Prediction of the phosphoresidue contact sites of Chk1 kinase and the BRCA1 BRCT-repeat domain

The method under development here is capable of predicting the location of phosphoresidue contact sites on the surface of phosphopeptide-binding domains whose unliganded structures are known. These predictions can then be investigated experimentally. Two such cases are currently available. The checkpoint kinase Chk1 has been found to be regulated by binding to the phosphorylated form of the protein claspin (Jeong et al. 2003) at a site within the kinase domain. The BRCT-repeat domains of several proteins, including BRCA1 and PTIP (Manke et al. 2003; Yu et al. 2003) have recently been identified as phosphopeptide-binding domains. One crystal structure of the Chk1 kinase domain, and three crystal structures of BRCA1 BRCT-repeat domains, in the absence of bound phosphopeptide are available. We therefore applied our method to these structures.

Application of local surface propensity analysis to the Chk1 kinase domain surface identified two possible sites for phosphopeptide binding (Fig. 5A). These sites are connected by a small region of neutral propensity. The first site, located at the interface between the large and the small lobes of the kinase, but not in the kinase catalytic site, is made up of the amino acid side chains K54, R129, T153, R162, and N165 (Fig. 5A, rightmost indicated site). The mutations K54A, R129A, and T153A, and R162A have all been shown to abrogate claspin binding in the frog Chk1 homolog Xchk1 (Jeong et al. 2003).
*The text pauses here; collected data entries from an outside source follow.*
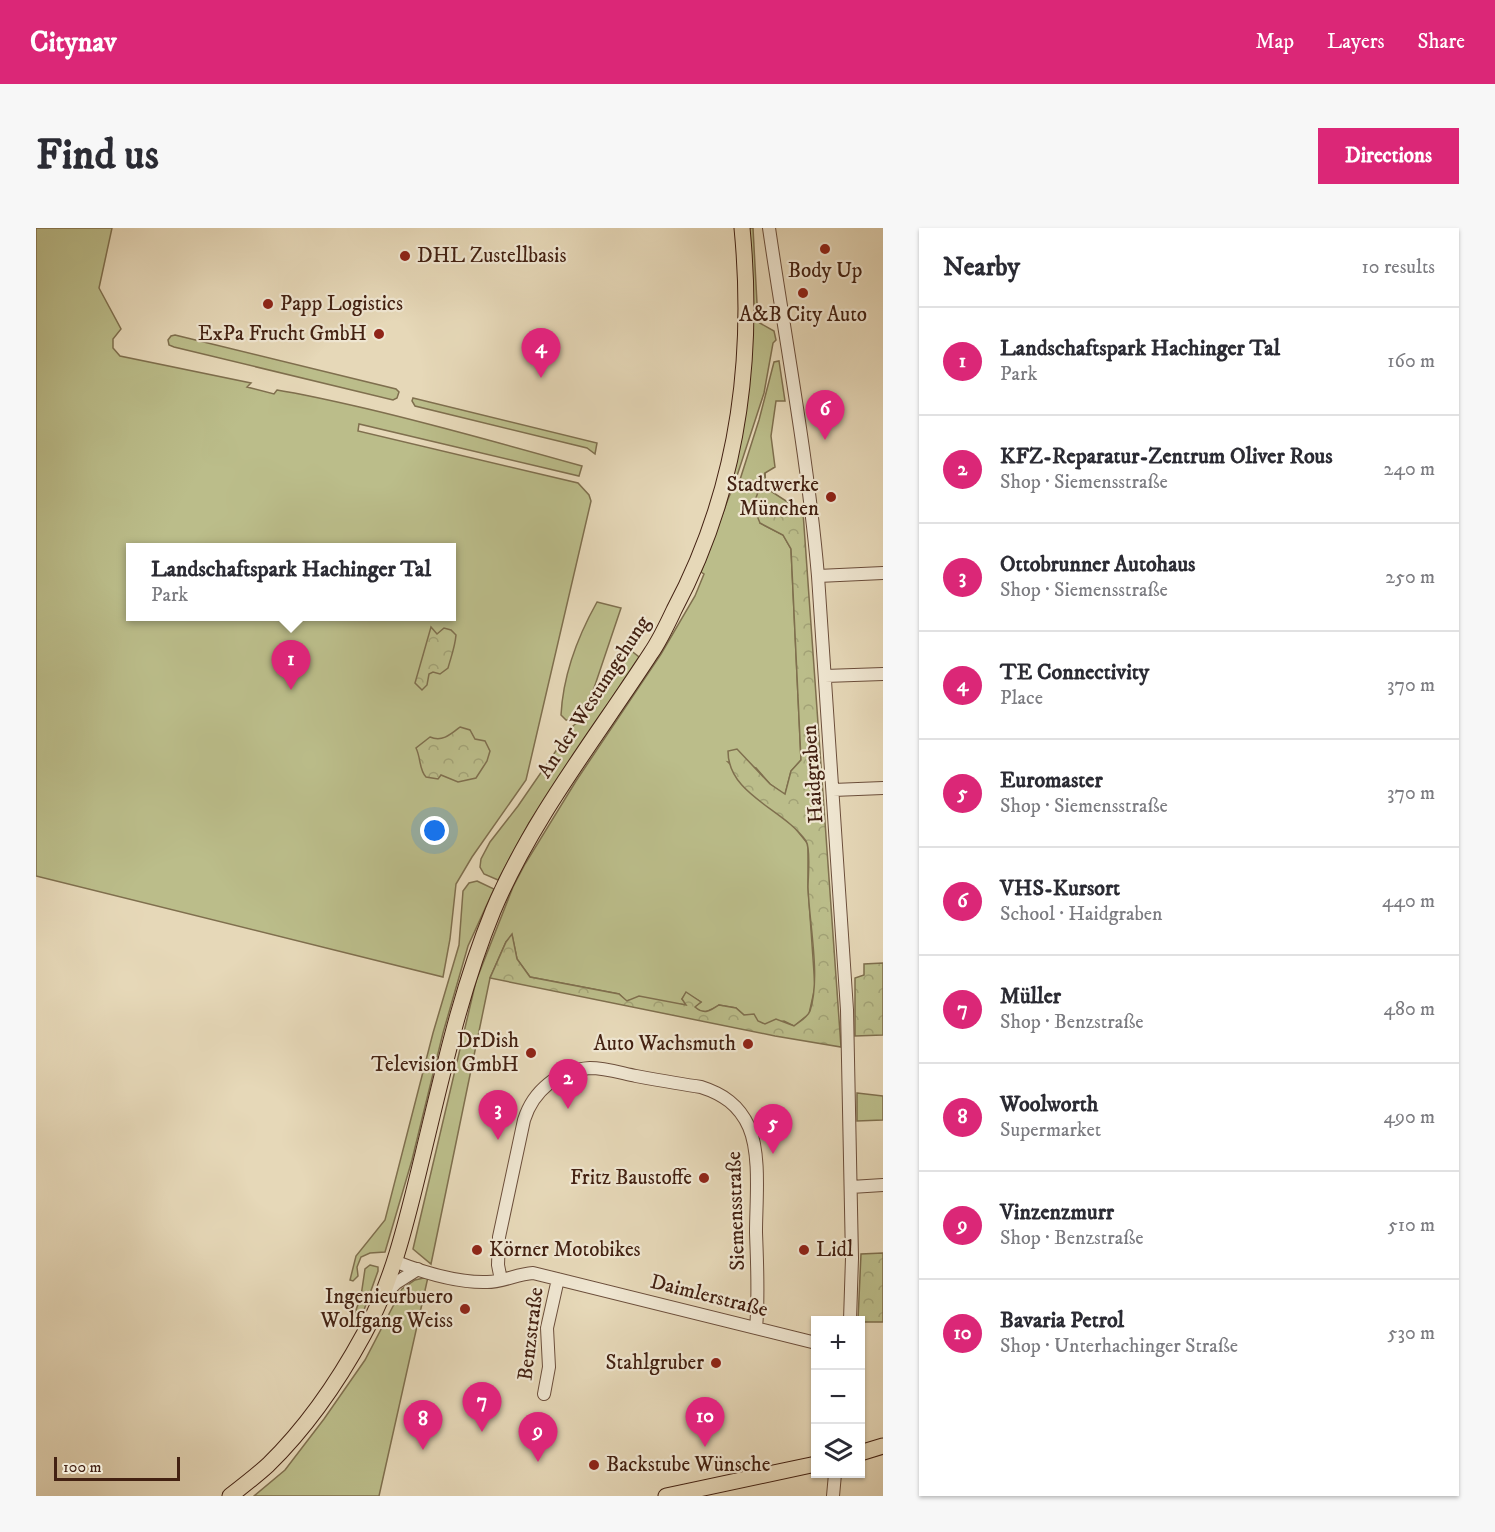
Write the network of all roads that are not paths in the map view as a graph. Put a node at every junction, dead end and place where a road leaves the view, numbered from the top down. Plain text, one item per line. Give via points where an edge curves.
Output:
1 (742, 228) edge
2 (769, 228) edge
3 (883, 573) edge
4 (818, 576) junction
5 (883, 674) edge
6 (825, 676) junction
7 (883, 788) edge
8 (833, 790) junction
9 (883, 1185) edge
10 (851, 1187) junction
11 (394, 1261) junction
12 (418, 1269) junction
13 (558, 1279) junction
14 (501, 1280) junction
15 (379, 1300) junction
16 (849, 1316) edge
17 (756, 1328) junction
18 (811, 1342) edge
19 (544, 1394) dead end
20 (883, 1446) edge
21 (865, 1452) edge
22 (811, 1465) edge
23 (835, 1478) edge
24 (230, 1496) edge
25 (666, 1496) edge
26 (833, 1496) edge

1 - 11 main road, An der Westumgehung via 747,318 744,386 714,518 685,590 654,649 546,810 494,908 467,980
2 - 4 street, Haidgraben
3 - 4 street
4 - 6 street, Haidgraben
5 - 6 street
6 - 8 street, Haidgraben
7 - 8 street
8 - 10 street, Haidgraben via 845,967
9 - 10 street
10 - 16 street, Haidgraben
11 - 12 street, Daimlerstraße
11 - 15 main road, An der Westumgehung
12 - 14 street, Daimlerstraße via 475,1282
12 - 15 street
13 - 14 street, Daimlerstraße via 533,1273
13 - 17 street, Daimlerstraße
13 - 19 street, Benzstraße via 548,1328 549,1367
14 - 17 street, Siemensstraße via 499,1237 524,1120 539,1092 569,1072 590,1068 701,1088 729,1100 752,1134 756,1165
15 - 24 main road, An der Westumgehung via 360,1341 307,1419 268,1465
17 - 18 street, Daimlerstraße
20 - 21 main road
22 - 25 main road
23 - 26 street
Our results suggest that those residues are directly responsible for phosphoclaspin binding. The second site we identified, on the small lobe of the kinase domain, is adjacent to the first, and is made up of the Chk1 amino acid side chains K53, K60, H73 and R75 (Fig. 5A, leftmost indicated site). While this site has not previously been identified as a site of phosphopeptide binding, it is known that phosphoclaspin binding to Xchk1 requires two separate claspin phosphorylation events, on residues S864 and S895. It is possible, therefore, that the two phosphopeptide residues pS864 and pS895, separated by 31 amino acids, are recognized by two distinct phosphopeptide-binding sites on the Chk1 surface.

Figure 5.

Figure 5.

Predicted phosphoresidue contact sites on the surfaces of Chk1 and BRCA1. Surface phosphoresidue contact propensity plots (upper panels) and secondary structure (lower panels) with residues named in the text shown in licorice. (A) Chk1 kinase domain. On the surface plot, site one is outlined in yellow on the right, and site two is outlined in yellow on the left. In the secondary structure diagram, the small lobe of the Chk1 kinase domain is colored blue, and the large lobe is colored red. (B) BRCA1 BRCT repeat domain. The left panel indicates the first predicted site, which has been shown experimentally to be the site of phosphopeptide binding (Clapperton et al. 2004; Shiozaki et al. 2004; Williams et al. 2004), and the right panel indicates the second predicted site. The axis shown indicates the axis of rotation between the shown molecular faces. In the secondary structure diagrams, the first BRCT repeat, the linker, and the second repeat are colored blue, green, and red, respectively. Surface coloring is linear from red to white over the unfavorable propensity values 0 to 1 and from white to blue over favorable propensity values from 1 to 30. Portions of this figure were generated using the programs MOLSCRIPT (Kraulis 1991) and RASTER3D (Merritt and Bacon 1997).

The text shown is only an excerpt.